Он стоял перед ней в хлопковых шароварах сороковых годов с драными коленками, в такой же черной, завязанной узлом хлопковой рубашке и босиком. Фантастически крепкий южный загар покрывал его изъеденную буграми и язвами кожу.
— Лето ты провел в городе, — подняла она глаза на него, с трудом отрываясь от осмотра всех его мелочей, — а такой загорелый…
— Окно моей мастерской выходит на козырек балкона соседа снизу, я загораю на нем каждый день. И зимою. Знаешь тибетскую практику тумо? Это когда обнаженный монах растапливает снег вокруг себя на несколько метров. Для этого надо хорошо разогреться сначала… вот я и качаюсь, и он кивнул на металлическую перекладину над входом в комнату, на ней висела черная боксерская груша, рядом огромная старинная двухпудовая гиря…
'Да он качек! Все качки ужасно жестоки, им ничего не стоит ударить женщину. Господи, куда я попала!' — с тоской подумала Алина.
Он подошел к висевшей в дверном проеме боксерской груше, нанес ей пару ударов, и снова, словно прочитав её мысли, сказал:
— А вообще-то я вполне мирный человек. За всю жизнь я не ударил ни одного человека.

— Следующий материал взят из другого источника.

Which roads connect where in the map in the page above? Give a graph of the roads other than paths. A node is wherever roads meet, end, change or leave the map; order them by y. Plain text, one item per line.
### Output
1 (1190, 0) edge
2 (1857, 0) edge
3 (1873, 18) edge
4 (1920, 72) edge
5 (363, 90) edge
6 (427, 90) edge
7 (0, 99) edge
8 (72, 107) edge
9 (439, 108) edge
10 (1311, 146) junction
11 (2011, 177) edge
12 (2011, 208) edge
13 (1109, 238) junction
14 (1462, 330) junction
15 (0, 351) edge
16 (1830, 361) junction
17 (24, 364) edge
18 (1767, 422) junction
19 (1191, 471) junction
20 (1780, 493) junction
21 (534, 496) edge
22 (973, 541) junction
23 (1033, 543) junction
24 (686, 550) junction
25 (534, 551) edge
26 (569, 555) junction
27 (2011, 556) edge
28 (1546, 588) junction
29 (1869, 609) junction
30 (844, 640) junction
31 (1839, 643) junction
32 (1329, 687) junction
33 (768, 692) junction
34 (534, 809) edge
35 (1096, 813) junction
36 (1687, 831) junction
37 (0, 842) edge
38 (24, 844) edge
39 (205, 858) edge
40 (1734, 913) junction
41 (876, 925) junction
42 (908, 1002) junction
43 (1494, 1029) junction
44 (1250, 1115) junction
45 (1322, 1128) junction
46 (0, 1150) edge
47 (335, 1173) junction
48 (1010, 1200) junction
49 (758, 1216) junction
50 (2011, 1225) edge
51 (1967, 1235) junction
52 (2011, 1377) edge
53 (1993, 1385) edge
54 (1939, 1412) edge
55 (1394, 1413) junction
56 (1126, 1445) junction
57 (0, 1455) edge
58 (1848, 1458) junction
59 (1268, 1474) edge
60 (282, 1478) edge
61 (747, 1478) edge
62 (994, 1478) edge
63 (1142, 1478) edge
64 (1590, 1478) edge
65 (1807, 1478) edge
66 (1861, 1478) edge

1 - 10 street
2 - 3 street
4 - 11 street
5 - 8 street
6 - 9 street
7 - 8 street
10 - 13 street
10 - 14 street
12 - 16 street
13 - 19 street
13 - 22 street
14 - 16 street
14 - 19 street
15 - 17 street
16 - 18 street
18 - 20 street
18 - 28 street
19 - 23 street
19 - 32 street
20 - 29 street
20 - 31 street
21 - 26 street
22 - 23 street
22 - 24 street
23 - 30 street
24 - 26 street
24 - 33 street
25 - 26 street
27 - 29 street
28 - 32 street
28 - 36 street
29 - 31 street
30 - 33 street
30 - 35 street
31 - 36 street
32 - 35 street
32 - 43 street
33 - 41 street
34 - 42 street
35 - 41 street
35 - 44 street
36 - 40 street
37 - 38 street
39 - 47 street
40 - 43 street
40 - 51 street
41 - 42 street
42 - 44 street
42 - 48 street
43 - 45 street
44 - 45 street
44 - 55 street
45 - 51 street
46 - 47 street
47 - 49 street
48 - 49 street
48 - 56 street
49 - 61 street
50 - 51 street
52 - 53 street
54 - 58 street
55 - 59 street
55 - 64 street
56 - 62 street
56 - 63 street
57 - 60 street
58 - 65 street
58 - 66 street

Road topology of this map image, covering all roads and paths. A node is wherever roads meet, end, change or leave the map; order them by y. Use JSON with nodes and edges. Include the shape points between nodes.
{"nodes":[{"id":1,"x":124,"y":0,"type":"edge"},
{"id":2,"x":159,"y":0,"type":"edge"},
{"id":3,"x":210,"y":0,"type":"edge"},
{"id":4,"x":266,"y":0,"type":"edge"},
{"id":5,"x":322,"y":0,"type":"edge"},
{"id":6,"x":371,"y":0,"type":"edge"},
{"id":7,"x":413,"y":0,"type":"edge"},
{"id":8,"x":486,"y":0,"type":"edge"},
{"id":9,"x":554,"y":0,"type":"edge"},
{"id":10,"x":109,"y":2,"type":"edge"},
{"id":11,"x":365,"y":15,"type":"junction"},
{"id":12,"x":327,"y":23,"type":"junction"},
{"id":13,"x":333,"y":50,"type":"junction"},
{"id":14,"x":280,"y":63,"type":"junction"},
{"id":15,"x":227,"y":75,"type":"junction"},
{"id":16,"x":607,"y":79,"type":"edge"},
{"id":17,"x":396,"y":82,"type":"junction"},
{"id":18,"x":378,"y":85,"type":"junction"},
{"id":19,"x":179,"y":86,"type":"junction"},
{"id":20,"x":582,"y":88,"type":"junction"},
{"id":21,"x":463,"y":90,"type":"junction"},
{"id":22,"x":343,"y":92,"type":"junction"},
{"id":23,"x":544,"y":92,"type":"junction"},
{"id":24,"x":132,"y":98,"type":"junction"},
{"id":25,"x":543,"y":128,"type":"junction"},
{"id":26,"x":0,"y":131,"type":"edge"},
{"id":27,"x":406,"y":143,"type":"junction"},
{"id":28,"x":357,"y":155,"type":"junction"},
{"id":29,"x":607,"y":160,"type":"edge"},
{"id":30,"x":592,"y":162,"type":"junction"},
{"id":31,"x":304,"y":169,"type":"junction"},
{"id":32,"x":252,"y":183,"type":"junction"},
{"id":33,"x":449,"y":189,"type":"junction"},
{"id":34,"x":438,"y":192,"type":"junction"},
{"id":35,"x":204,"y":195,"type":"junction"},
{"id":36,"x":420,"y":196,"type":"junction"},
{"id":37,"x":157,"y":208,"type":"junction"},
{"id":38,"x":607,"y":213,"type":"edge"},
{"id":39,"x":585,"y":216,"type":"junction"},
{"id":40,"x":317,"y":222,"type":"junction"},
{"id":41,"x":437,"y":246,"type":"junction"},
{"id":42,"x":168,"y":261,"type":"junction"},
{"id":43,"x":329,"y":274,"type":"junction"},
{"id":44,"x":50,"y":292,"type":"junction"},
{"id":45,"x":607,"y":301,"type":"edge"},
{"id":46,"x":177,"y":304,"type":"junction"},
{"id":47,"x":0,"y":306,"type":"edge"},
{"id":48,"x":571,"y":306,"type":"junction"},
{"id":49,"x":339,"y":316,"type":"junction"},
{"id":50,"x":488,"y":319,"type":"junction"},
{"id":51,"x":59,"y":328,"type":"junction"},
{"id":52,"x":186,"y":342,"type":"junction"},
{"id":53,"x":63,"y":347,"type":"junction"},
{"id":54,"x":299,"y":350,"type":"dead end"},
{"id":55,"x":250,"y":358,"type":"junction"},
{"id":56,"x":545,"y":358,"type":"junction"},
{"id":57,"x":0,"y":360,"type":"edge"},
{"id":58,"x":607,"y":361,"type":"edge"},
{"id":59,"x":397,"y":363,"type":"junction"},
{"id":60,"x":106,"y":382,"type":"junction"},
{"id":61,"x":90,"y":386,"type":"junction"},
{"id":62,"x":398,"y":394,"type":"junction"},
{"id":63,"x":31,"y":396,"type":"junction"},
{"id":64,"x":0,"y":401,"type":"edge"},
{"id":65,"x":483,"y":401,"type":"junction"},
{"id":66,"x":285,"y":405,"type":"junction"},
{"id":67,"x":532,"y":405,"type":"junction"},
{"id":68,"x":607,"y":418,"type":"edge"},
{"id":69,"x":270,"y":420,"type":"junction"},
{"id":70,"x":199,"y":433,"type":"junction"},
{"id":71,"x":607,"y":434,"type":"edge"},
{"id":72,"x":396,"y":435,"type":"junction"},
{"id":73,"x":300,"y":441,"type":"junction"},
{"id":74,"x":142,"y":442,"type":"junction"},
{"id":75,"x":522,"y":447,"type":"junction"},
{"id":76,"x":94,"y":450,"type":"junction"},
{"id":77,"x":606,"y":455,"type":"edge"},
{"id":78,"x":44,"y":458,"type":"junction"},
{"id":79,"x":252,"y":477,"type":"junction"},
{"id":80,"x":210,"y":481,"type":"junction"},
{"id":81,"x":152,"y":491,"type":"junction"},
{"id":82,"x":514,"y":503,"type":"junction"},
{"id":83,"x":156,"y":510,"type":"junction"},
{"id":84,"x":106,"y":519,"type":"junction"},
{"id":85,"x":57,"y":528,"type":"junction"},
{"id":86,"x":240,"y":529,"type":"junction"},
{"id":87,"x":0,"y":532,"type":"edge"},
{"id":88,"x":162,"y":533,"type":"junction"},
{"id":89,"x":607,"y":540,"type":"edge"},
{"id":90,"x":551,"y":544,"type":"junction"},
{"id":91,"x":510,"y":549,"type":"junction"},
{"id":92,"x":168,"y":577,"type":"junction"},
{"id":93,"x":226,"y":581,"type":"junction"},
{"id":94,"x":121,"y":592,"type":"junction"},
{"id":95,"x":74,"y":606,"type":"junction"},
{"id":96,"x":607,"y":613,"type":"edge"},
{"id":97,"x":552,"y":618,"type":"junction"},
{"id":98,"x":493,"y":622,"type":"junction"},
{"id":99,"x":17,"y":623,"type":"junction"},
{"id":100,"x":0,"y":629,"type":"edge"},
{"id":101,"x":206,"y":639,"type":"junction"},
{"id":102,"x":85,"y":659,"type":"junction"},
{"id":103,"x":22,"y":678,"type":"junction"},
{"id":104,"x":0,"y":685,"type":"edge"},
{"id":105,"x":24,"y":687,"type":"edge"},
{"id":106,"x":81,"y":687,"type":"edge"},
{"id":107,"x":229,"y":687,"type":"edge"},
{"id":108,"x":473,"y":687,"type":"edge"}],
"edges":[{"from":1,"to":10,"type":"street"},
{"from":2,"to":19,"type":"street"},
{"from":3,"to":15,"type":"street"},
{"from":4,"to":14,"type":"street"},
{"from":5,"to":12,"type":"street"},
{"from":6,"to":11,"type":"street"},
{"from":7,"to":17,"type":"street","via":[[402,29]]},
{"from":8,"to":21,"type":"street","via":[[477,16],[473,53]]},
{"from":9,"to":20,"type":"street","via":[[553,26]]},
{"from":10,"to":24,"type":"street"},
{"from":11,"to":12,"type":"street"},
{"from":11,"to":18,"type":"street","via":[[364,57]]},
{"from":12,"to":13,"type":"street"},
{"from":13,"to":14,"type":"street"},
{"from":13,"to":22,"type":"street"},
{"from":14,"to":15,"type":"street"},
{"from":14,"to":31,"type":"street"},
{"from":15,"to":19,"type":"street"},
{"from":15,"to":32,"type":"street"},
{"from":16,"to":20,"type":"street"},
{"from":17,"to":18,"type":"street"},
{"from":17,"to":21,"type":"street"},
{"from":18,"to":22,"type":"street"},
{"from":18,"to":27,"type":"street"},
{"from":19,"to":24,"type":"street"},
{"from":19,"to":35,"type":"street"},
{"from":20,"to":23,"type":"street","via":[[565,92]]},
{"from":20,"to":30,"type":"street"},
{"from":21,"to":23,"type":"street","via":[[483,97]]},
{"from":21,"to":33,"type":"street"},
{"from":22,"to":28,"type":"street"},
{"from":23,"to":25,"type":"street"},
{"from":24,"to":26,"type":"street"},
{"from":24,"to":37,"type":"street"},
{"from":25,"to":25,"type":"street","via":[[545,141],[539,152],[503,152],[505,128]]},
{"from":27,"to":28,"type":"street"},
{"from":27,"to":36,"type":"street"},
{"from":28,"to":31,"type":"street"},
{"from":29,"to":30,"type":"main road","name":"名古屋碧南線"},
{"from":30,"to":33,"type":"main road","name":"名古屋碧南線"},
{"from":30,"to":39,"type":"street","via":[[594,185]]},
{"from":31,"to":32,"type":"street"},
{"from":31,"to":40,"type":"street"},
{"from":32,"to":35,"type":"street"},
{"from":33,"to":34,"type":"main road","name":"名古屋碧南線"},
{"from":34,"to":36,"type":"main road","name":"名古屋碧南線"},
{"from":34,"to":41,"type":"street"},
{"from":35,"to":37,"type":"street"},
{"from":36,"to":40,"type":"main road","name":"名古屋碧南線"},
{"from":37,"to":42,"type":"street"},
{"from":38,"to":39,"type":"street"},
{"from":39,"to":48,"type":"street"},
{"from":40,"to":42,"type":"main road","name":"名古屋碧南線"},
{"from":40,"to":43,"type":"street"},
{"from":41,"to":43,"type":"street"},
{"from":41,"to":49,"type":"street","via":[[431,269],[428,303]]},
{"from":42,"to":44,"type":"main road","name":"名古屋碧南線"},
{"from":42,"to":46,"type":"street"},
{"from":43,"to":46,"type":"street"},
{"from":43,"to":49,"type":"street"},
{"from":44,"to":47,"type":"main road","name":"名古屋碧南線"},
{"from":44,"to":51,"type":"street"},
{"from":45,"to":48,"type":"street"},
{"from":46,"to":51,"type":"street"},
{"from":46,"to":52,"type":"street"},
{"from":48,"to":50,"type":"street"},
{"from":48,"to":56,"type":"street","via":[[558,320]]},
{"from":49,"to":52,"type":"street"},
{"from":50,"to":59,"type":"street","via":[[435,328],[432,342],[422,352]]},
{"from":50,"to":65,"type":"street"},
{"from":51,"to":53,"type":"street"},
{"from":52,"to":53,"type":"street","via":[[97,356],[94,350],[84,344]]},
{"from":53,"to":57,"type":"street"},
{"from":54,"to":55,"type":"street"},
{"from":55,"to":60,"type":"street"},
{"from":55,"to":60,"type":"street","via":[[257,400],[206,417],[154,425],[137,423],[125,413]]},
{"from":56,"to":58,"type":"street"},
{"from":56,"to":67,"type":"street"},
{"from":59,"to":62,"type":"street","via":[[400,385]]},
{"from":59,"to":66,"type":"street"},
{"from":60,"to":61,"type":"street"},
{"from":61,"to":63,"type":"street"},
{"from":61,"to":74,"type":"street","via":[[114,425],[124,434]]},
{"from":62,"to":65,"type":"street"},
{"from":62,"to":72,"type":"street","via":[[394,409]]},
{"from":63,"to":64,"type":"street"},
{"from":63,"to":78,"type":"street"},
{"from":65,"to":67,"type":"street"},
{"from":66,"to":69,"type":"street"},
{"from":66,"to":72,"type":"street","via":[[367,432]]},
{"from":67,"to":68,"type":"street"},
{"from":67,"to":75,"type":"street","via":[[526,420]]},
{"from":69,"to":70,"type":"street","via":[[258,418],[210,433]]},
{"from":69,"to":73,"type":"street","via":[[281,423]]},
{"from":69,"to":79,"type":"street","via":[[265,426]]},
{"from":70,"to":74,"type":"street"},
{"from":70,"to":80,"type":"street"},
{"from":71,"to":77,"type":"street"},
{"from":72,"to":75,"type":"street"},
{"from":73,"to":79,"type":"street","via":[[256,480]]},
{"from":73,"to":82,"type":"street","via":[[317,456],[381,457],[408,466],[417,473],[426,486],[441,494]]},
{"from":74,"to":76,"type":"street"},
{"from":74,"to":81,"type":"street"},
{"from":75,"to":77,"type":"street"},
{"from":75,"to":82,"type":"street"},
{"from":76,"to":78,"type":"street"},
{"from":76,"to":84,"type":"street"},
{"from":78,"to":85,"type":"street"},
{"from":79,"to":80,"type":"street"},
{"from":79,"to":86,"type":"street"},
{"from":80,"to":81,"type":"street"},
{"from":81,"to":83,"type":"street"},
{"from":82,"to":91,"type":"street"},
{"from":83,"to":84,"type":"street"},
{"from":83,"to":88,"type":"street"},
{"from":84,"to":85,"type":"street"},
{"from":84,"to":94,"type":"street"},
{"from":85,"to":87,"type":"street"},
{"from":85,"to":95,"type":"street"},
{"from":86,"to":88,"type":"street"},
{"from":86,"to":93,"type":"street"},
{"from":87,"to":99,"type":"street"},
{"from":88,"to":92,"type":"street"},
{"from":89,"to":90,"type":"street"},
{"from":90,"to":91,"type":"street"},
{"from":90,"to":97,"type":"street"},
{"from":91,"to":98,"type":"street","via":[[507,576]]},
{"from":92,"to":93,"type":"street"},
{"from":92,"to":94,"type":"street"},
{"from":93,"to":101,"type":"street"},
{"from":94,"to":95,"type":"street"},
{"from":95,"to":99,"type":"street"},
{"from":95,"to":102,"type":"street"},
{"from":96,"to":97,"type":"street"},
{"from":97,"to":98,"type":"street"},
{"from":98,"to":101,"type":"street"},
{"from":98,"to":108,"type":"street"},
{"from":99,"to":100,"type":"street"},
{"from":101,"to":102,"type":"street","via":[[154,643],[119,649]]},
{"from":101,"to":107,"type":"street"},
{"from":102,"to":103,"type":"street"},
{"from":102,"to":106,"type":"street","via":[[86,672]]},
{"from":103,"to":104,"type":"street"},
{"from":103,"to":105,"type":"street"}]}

— Мне говорили, что ты художник.
— Да, вообще-то я художник. Я этому учился с пяти лет. Но по настоящему я научился рисовать в армии.
— Как в армии?
— После Строгановки, у нас не было военной кафедры, отправили служить, правда, служил я в кремлевском гарнизоне. Но все одно, армия есть армия. Побудка, собирает нас прапорщик — на дачу к генералу — ты кирпичи таскать, ты гвозди заколачивать… Всю жизнь мечтал, отвечаю. А он говорит, а что вообще ты умеешь делать?
— Картины писать.
— А мне картину сбацаешь?
— Сбацаю, говорю, только выдумывать ничего не буду. Принеси, какую хочешь у себя видеть — напишу. Тут он мне приносит репродукцию картины Леонардо. А что — времени много, писать умею. Я четыре месяца точную копию делал, потом он мне принес Вермеера. За службу я всего четыре картины написал, но зато до микрона изучил технику.